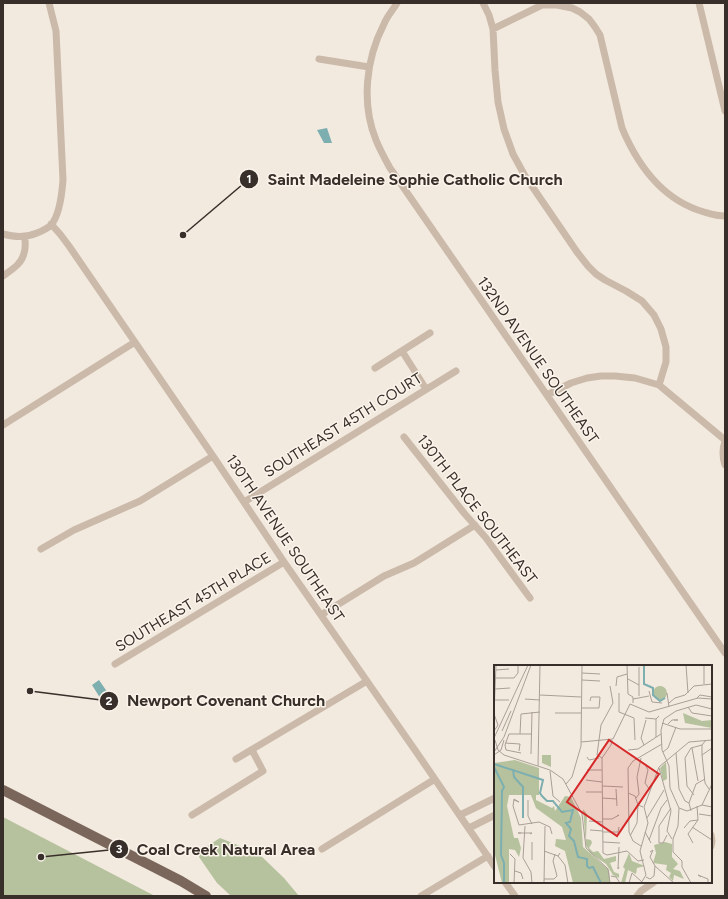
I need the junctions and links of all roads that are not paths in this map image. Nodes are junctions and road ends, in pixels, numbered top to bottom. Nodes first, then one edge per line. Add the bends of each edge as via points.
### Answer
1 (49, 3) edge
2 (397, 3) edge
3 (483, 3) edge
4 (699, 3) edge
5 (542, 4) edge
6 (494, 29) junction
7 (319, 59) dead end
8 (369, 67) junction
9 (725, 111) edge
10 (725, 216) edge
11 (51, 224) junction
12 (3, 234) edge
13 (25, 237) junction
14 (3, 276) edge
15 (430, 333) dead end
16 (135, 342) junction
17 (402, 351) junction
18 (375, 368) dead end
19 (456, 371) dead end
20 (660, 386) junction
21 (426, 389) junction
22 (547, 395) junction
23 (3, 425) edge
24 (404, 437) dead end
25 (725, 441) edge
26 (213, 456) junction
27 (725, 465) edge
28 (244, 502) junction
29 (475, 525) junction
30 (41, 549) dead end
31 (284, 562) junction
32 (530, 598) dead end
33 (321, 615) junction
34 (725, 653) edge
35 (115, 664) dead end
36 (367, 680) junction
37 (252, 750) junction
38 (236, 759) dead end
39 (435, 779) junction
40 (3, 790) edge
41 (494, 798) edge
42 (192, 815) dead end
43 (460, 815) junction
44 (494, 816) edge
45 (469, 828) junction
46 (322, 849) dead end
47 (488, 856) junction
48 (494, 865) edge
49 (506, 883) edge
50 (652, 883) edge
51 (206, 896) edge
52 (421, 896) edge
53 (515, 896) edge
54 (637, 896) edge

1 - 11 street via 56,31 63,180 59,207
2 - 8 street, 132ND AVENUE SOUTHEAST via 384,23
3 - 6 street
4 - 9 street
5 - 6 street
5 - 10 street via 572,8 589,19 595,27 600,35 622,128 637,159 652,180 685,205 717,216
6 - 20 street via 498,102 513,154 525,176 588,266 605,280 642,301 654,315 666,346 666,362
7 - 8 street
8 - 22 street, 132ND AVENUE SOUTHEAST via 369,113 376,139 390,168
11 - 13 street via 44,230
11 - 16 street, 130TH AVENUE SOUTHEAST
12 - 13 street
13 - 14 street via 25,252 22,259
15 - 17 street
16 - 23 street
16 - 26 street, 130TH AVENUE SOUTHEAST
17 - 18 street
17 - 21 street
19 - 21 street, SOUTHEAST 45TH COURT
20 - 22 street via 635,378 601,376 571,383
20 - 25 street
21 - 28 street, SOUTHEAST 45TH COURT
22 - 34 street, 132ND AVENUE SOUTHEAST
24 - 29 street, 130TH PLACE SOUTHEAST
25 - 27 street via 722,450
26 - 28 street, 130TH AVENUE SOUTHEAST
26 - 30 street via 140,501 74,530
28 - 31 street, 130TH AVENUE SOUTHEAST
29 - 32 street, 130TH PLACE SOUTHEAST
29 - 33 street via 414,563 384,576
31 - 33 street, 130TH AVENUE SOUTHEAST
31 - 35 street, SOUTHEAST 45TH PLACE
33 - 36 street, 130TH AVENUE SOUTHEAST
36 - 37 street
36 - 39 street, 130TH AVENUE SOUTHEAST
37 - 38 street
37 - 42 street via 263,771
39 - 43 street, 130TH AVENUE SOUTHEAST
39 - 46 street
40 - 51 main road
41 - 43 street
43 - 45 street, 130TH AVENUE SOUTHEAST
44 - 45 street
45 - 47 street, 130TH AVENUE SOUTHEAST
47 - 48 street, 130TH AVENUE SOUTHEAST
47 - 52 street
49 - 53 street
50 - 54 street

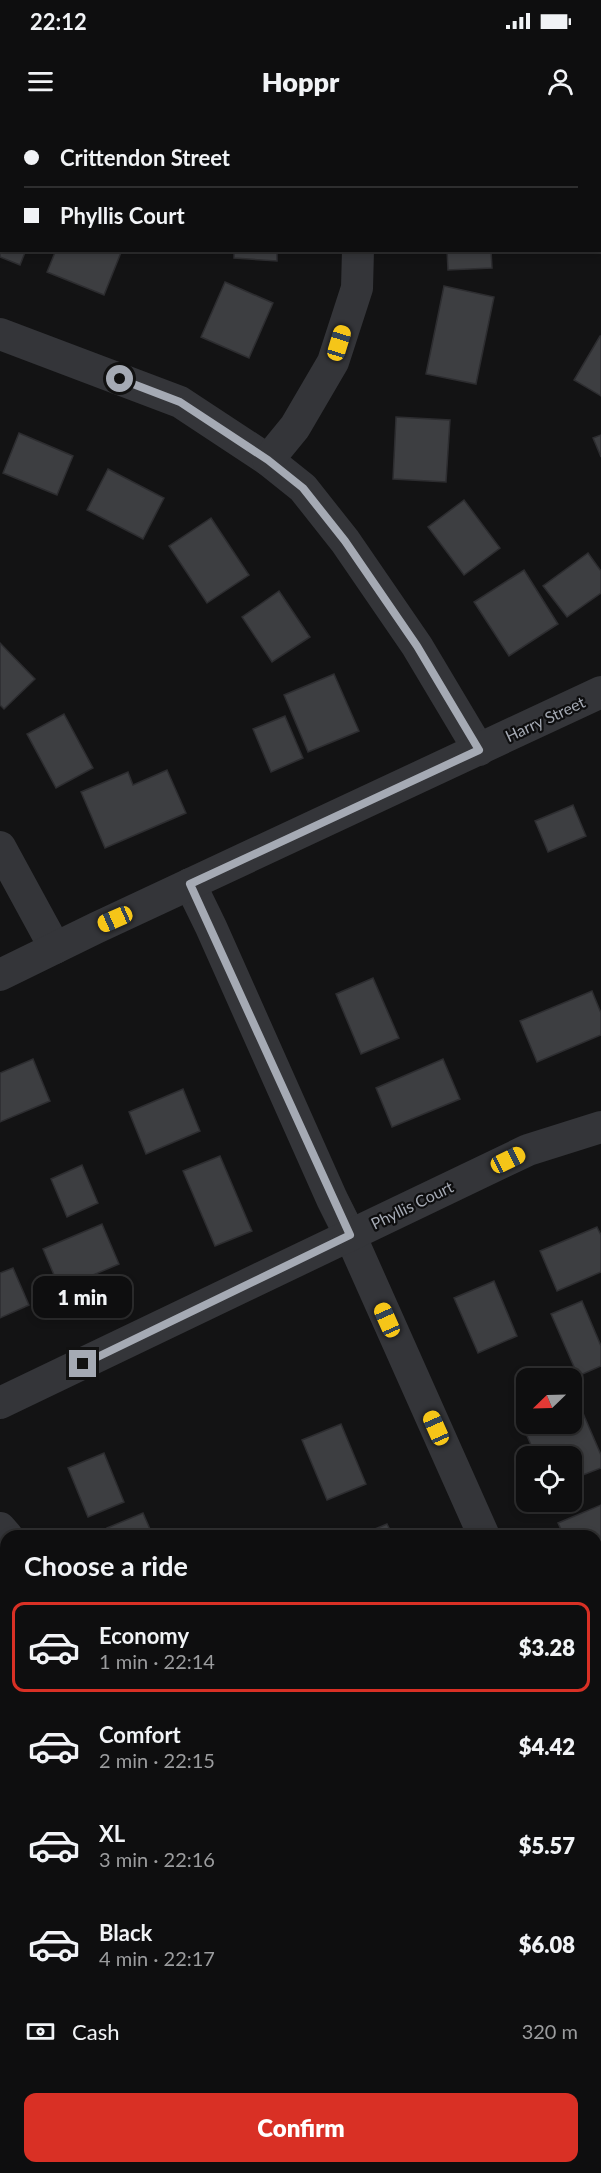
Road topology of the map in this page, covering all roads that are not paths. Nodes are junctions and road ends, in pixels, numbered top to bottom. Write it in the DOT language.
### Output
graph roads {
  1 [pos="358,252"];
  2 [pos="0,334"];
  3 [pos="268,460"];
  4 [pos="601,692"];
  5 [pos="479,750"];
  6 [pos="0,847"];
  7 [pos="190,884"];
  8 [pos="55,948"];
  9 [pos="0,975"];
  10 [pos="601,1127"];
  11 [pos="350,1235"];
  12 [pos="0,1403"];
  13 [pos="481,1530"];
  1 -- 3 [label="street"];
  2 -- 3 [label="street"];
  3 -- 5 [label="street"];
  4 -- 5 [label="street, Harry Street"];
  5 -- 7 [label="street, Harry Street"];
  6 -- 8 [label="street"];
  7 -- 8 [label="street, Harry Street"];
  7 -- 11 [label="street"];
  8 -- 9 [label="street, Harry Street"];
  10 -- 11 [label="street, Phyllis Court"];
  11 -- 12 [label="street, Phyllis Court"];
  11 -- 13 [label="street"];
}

------------------------------------

## PROMPT
Which lines run from the one containing "Road topology of" to the end of the records? Transcribe exactly those, both ends included.

## EXERCISE SOLUTION
Road topology of the map in this page, covering all roads that are not paths. Nodes are junctions and road ends, in pixels, numbered top to bottom. Write it in the DOT language.
### Output
graph roads {
  1 [pos="358,252"];
  2 [pos="0,334"];
  3 [pos="268,460"];
  4 [pos="601,692"];
  5 [pos="479,750"];
  6 [pos="0,847"];
  7 [pos="190,884"];
  8 [pos="55,948"];
  9 [pos="0,975"];
  10 [pos="601,1127"];
  11 [pos="350,1235"];
  12 [pos="0,1403"];
  13 [pos="481,1530"];
  1 -- 3 [label="street"];
  2 -- 3 [label="street"];
  3 -- 5 [label="street"];
  4 -- 5 [label="street, Harry Street"];
  5 -- 7 [label="street, Harry Street"];
  6 -- 8 [label="street"];
  7 -- 8 [label="street, Harry Street"];
  7 -- 11 [label="street"];
  8 -- 9 [label="street, Harry Street"];
  10 -- 11 [label="street, Phyllis Court"];
  11 -- 12 [label="street, Phyllis Court"];
  11 -- 13 [label="street"];
}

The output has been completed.